**WHAT YOU SHOULD DO:** Examine the material below. Gather every line in which the string "Plaiului" appears.

BEGIN

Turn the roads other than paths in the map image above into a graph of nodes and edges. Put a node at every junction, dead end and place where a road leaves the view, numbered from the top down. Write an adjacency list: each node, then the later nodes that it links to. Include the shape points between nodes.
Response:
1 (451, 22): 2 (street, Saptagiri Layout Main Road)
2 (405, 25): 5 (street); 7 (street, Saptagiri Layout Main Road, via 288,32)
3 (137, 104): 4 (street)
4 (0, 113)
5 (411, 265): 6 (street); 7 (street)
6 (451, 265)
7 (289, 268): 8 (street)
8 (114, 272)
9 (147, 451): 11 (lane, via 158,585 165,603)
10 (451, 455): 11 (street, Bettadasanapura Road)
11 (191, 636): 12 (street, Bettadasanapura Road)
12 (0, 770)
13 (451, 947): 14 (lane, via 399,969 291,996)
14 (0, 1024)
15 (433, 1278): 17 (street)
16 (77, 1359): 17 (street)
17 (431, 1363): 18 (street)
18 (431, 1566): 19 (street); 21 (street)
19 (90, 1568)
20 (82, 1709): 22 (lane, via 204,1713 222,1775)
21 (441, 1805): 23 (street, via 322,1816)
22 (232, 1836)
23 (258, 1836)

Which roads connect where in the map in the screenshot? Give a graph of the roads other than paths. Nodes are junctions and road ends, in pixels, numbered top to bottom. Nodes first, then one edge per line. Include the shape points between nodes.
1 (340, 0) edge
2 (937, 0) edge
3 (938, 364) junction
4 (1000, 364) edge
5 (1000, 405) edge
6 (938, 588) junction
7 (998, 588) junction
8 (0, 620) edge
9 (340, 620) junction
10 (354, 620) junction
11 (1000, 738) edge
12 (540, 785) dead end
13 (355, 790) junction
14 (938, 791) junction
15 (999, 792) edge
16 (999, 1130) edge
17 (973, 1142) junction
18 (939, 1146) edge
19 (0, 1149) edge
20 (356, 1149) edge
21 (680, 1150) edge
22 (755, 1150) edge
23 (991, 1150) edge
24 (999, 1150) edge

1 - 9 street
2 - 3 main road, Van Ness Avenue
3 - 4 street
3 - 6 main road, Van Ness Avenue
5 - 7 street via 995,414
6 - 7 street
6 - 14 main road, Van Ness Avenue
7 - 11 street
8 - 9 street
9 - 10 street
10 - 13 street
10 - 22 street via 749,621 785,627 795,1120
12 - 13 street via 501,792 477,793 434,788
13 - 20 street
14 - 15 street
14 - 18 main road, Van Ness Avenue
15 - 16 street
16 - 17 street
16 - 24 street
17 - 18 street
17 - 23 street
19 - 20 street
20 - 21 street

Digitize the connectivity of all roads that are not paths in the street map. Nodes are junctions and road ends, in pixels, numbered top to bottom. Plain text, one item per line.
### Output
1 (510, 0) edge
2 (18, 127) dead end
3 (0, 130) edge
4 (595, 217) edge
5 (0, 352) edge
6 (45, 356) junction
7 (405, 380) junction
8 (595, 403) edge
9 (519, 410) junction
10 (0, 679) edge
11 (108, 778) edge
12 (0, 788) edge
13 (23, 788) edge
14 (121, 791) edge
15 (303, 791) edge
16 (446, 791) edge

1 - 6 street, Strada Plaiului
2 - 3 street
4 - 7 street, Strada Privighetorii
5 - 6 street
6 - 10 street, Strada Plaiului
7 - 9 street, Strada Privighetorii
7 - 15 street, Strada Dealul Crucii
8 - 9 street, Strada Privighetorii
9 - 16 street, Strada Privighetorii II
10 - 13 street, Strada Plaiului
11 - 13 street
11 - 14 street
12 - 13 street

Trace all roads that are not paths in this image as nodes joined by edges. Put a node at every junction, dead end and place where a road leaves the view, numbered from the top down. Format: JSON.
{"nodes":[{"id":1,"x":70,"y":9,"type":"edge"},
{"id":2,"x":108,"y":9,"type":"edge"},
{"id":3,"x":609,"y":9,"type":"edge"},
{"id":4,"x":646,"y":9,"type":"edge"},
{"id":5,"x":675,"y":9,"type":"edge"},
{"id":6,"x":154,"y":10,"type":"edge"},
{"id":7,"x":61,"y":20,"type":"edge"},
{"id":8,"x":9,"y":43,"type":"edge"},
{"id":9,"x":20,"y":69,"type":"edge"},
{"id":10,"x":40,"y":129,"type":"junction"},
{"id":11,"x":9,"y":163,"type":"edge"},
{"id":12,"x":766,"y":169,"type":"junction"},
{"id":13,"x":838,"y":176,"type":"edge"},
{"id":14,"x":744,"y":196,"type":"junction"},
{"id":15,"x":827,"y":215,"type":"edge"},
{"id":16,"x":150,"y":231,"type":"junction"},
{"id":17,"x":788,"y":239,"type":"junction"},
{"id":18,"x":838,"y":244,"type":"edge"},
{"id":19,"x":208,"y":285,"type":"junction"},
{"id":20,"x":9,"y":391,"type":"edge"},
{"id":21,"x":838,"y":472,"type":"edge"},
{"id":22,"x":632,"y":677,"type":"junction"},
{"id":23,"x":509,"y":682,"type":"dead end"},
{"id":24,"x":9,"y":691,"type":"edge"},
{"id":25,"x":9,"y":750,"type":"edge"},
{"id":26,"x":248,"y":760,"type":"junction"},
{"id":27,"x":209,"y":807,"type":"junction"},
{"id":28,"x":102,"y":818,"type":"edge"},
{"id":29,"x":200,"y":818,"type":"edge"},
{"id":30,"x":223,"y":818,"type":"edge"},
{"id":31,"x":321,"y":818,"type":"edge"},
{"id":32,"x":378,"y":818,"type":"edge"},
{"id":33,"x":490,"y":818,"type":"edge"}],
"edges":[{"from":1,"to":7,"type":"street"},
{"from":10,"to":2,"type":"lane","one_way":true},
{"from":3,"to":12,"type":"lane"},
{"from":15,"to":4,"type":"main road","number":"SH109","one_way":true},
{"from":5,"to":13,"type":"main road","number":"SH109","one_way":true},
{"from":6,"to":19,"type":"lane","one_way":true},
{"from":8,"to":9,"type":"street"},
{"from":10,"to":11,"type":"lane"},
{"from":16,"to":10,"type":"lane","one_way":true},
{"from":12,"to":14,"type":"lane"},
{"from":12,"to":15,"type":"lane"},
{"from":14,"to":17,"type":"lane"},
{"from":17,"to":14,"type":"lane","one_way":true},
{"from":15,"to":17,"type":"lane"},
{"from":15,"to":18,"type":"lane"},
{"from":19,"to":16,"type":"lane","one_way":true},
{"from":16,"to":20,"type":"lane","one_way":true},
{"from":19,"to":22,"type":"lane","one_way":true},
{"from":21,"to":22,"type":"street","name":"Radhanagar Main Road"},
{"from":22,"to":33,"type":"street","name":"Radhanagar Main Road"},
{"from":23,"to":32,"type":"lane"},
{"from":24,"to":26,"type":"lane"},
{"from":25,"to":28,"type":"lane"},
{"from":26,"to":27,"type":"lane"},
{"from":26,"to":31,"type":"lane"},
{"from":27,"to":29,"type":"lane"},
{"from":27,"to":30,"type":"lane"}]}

END

**WRITTEN ANSWER:**
1 - 6 street, Strada Plaiului
6 - 10 street, Strada Plaiului
10 - 13 street, Strada Plaiului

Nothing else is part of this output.